Once you've stored 100 food or so (and maybe some nearby firewood, collected the same way, using Collect Dead Wood), collect enough logs and stone for a woodcutter. You'll most likely be able to gather enough Dead Wood for the first winter, but you don't want to count on dead wood for the second. Just by clearing out building footprints, you should harvest enough fodder/thatch to turn into firewood to get you through the second winter.

Every month or two, look for wild food and dead wood. Don't send them too far away or to collect more than maybe four-six red squares at once.  They will starve, or maybe freeze, just to mix things up.

You also need to collect logs/stone, and build a wooden house. Delay this as long as you can, it will probably start burning firewood immediately, and the first child will come soon after (1 more mouth to feed). You must get it done before your guys spend a month two months in sub-50F weather or they will die. If you haven't managed to collect any firewood, your house won't do you any good, you will die anyway.
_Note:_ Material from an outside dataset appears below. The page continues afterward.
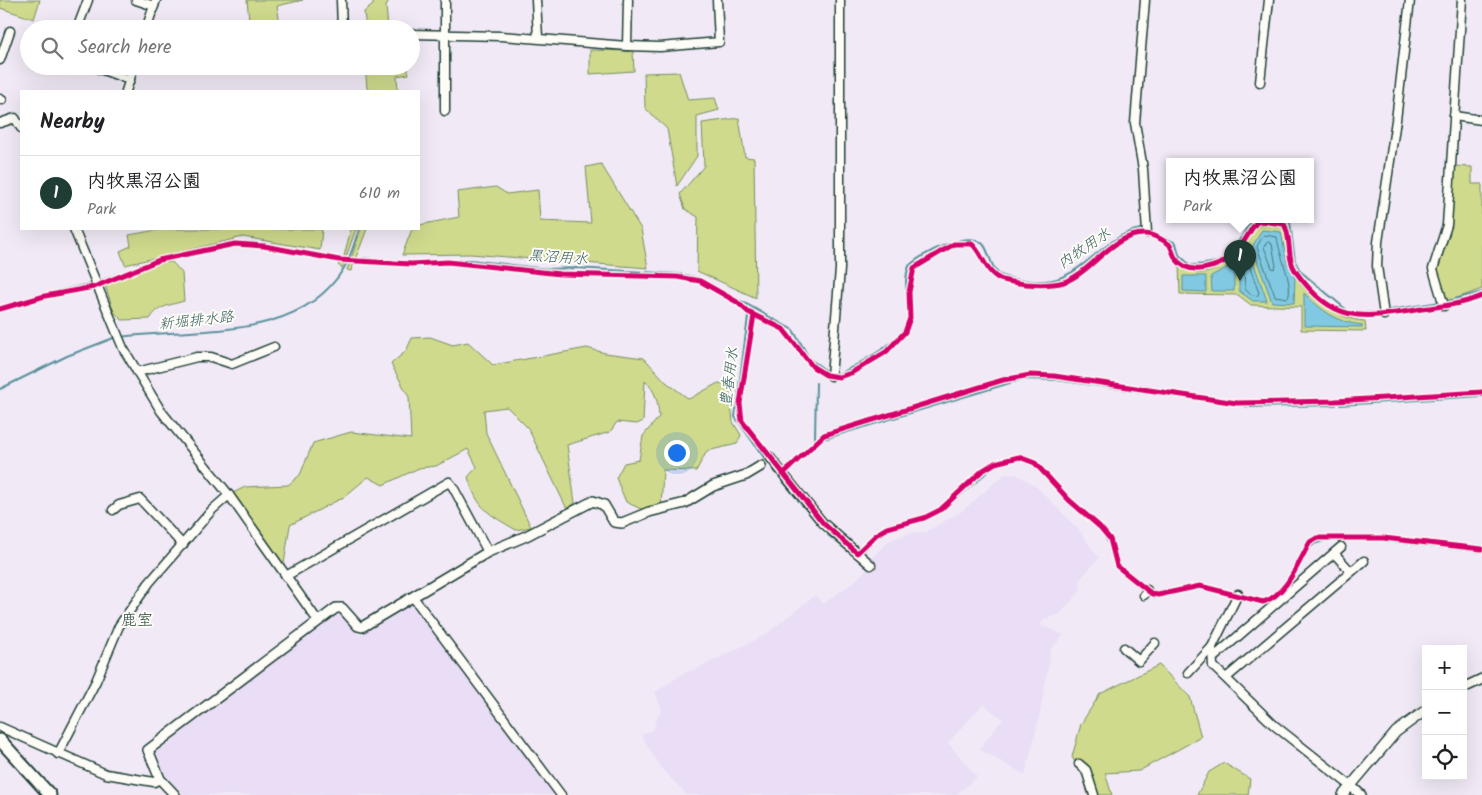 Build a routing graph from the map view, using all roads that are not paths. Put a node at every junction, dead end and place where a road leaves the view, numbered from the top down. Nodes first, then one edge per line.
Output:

eta: you probably could switch the build order of chopper and gatherer, the gatherer will collect some firewood, maybe enough to get you through the winter, but maybe not. I found collecting wild food to be more reliable than collecting dead wood, YMMV

Image 2: the next build is a gatherer. You can't rely on wild food for the next year, as you most likely will have a child to feed as well. Set one guy to gathering while the other prepares to build the blacksmith. Clear the footprint and collect building materials with the laborer while the gatherer stores at least 300 food (and most likely some firewood as well). Bank a total of at least 75 firewood. Then have both your guys concentrate on building the smith. It probably will take most of the year to do this. You can see at Early Spring 3 I was still working on the smith and collecing iron ore.

Image 3: make tools! And breathe a sigh of relief. Your pain will now become just a dull ache. Once your have 6-8 tools made, shut down the smith and use the gatherer and the chopper to bank enough food and firewood for the next winter, and collect logs and stone for your next builds, a hunter and a sawmill. You must have a hunter because you need fur and/or leather to make coats, and meat for a complete diet. You must have a sawmill because building the tailor requires lumber (for now, don't make more than the 36 lumber needed for the tailor). By now you will have a new uneducated worker. With any luck you will be able to get him to work as a hunter. This will reduce your fur and leather production, but that is unimportant because the hunter will produce like gangbusters anyway.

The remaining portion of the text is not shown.